- Exercise data -

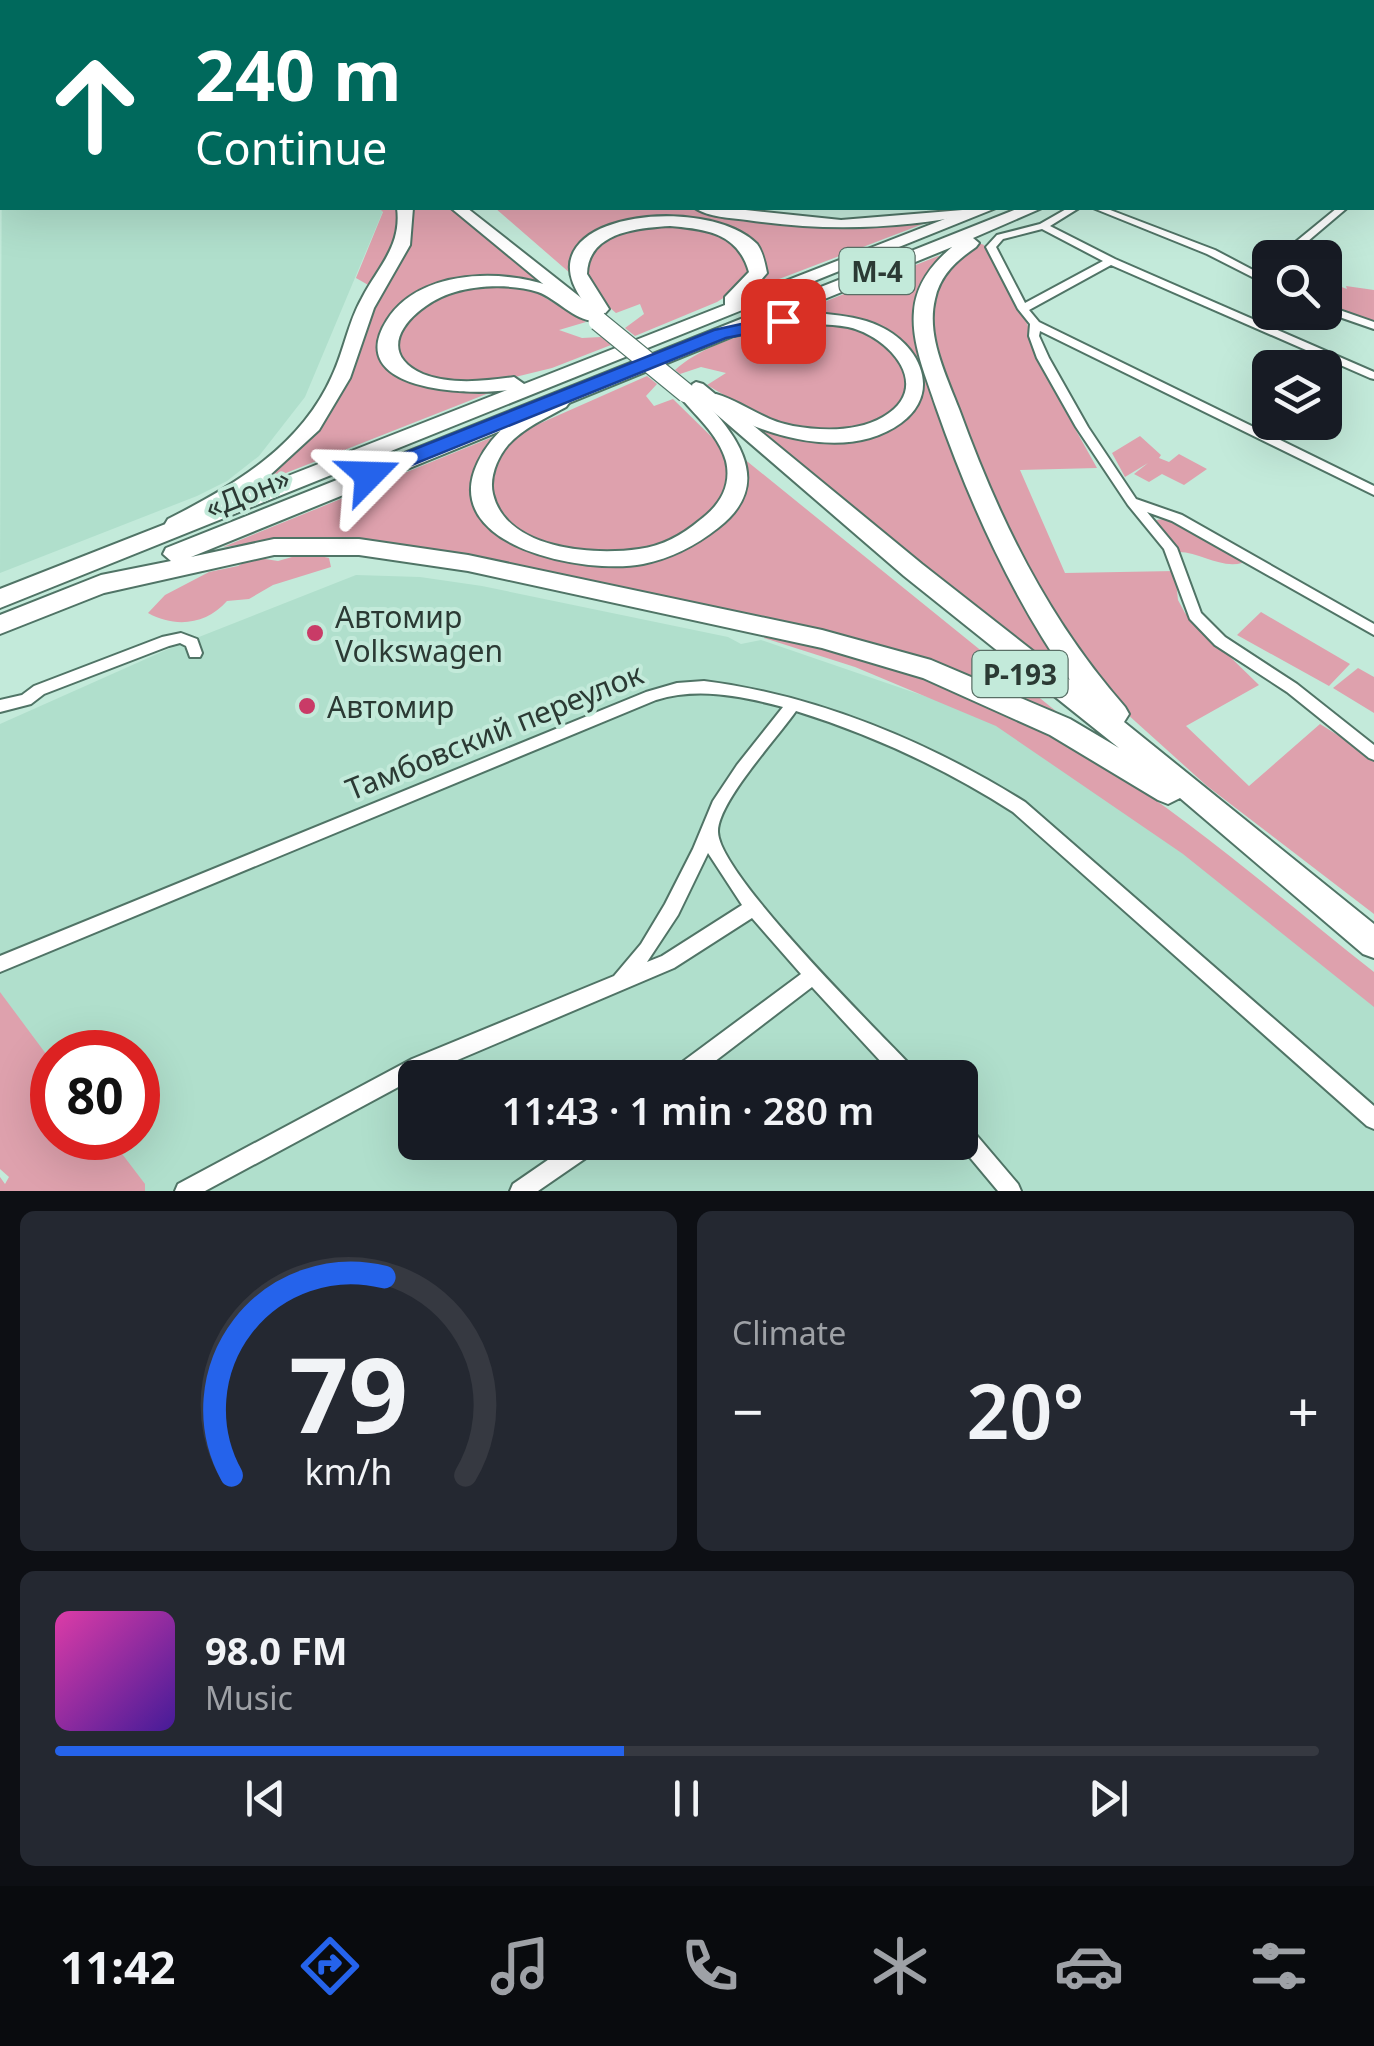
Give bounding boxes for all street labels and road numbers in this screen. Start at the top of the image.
road number: М-4 [840,248,914,294]
street label: «Дон» [198,456,296,528]
road number: Р-193 [972,651,1068,697]
street label: Тамбовский переулок [339,653,649,809]

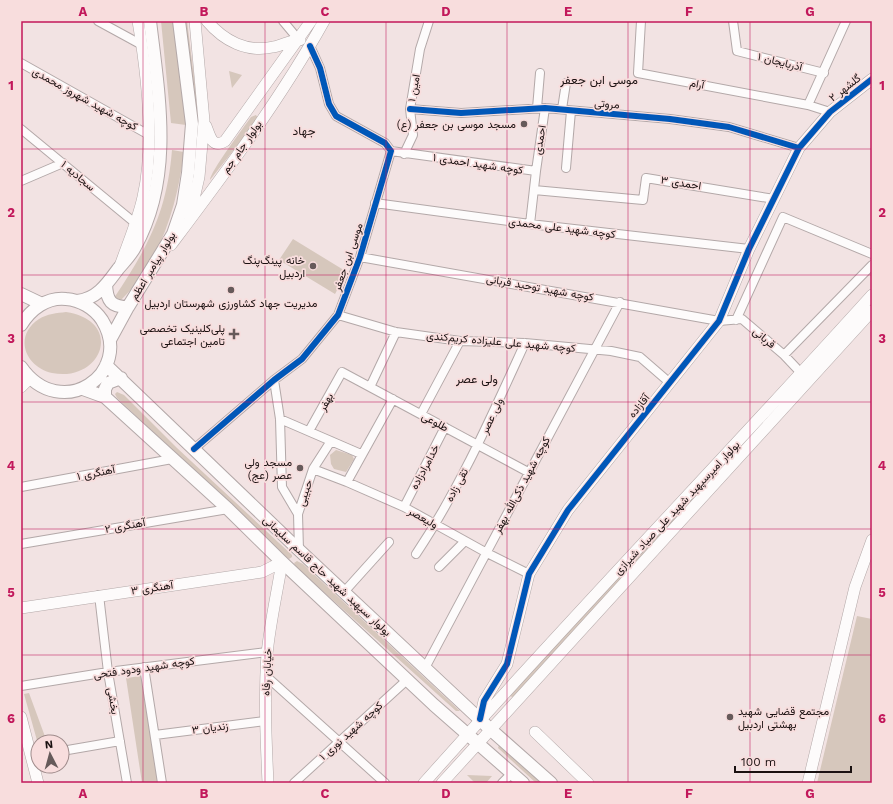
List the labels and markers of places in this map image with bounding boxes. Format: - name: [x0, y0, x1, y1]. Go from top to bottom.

- Task directions -
Repeat every entry above precisely, leaving each picture out.

- Reply -
Give bounding boxes for all street labels and road numbers in this screen. Start at the top of the image.
road number: М-4 [840,248,914,294]
street label: «Дон» [198,456,296,528]
road number: Р-193 [972,651,1068,697]
street label: Тамбовский переулок [339,653,649,809]

List the labels and markers of places in this map image with bounding boxes. Format: - name: [x0, y0, x1, y1]. Go from top to bottom.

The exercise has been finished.